> [Exercise requirements] The records below must be transcribed precisely and in full.

> [Exercise input]
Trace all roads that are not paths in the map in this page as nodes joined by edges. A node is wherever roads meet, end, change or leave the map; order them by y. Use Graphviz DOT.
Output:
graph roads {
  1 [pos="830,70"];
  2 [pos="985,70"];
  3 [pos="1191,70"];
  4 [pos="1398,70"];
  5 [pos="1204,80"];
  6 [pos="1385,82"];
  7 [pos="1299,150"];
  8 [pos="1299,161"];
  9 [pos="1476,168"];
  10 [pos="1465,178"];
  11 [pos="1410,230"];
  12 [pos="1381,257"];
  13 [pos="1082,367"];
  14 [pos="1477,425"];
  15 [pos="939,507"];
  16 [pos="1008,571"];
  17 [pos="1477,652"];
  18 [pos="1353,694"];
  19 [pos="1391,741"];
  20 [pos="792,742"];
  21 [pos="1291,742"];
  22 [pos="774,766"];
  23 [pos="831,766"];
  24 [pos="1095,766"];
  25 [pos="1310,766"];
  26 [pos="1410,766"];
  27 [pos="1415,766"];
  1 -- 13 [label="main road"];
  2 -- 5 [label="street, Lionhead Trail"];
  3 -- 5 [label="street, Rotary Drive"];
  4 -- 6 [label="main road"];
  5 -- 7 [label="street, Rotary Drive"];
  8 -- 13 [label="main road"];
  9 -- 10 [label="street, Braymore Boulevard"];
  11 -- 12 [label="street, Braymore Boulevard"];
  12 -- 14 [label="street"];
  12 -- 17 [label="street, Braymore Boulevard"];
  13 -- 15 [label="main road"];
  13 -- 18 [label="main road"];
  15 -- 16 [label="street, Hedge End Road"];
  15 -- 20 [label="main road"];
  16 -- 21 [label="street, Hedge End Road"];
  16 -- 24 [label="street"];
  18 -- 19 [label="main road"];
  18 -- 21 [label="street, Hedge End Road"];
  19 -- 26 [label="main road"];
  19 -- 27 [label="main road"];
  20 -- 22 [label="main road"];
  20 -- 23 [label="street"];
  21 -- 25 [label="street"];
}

> [Written answer]
Trace all roads that are not paths in the map in this page as nodes joined by edges. A node is wherever roads meet, end, change or leave the map; order them by y. Use Graphviz DOT.
Output:
graph roads {
  1 [pos="830,70"];
  2 [pos="985,70"];
  3 [pos="1191,70"];
  4 [pos="1398,70"];
  5 [pos="1204,80"];
  6 [pos="1385,82"];
  7 [pos="1299,150"];
  8 [pos="1299,161"];
  9 [pos="1476,168"];
  10 [pos="1465,178"];
  11 [pos="1410,230"];
  12 [pos="1381,257"];
  13 [pos="1082,367"];
  14 [pos="1477,425"];
  15 [pos="939,507"];
  16 [pos="1008,571"];
  17 [pos="1477,652"];
  18 [pos="1353,694"];
  19 [pos="1391,741"];
  20 [pos="792,742"];
  21 [pos="1291,742"];
  22 [pos="774,766"];
  23 [pos="831,766"];
  24 [pos="1095,766"];
  25 [pos="1310,766"];
  26 [pos="1410,766"];
  27 [pos="1415,766"];
  1 -- 13 [label="main road"];
  2 -- 5 [label="street, Lionhead Trail"];
  3 -- 5 [label="street, Rotary Drive"];
  4 -- 6 [label="main road"];
  5 -- 7 [label="street, Rotary Drive"];
  8 -- 13 [label="main road"];
  9 -- 10 [label="street, Braymore Boulevard"];
  11 -- 12 [label="street, Braymore Boulevard"];
  12 -- 14 [label="street"];
  12 -- 17 [label="street, Braymore Boulevard"];
  13 -- 15 [label="main road"];
  13 -- 18 [label="main road"];
  15 -- 16 [label="street, Hedge End Road"];
  15 -- 20 [label="main road"];
  16 -- 21 [label="street, Hedge End Road"];
  16 -- 24 [label="street"];
  18 -- 19 [label="main road"];
  18 -- 21 [label="street, Hedge End Road"];
  19 -- 26 [label="main road"];
  19 -- 27 [label="main road"];
  20 -- 22 [label="main road"];
  20 -- 23 [label="street"];
  21 -- 25 [label="street"];
}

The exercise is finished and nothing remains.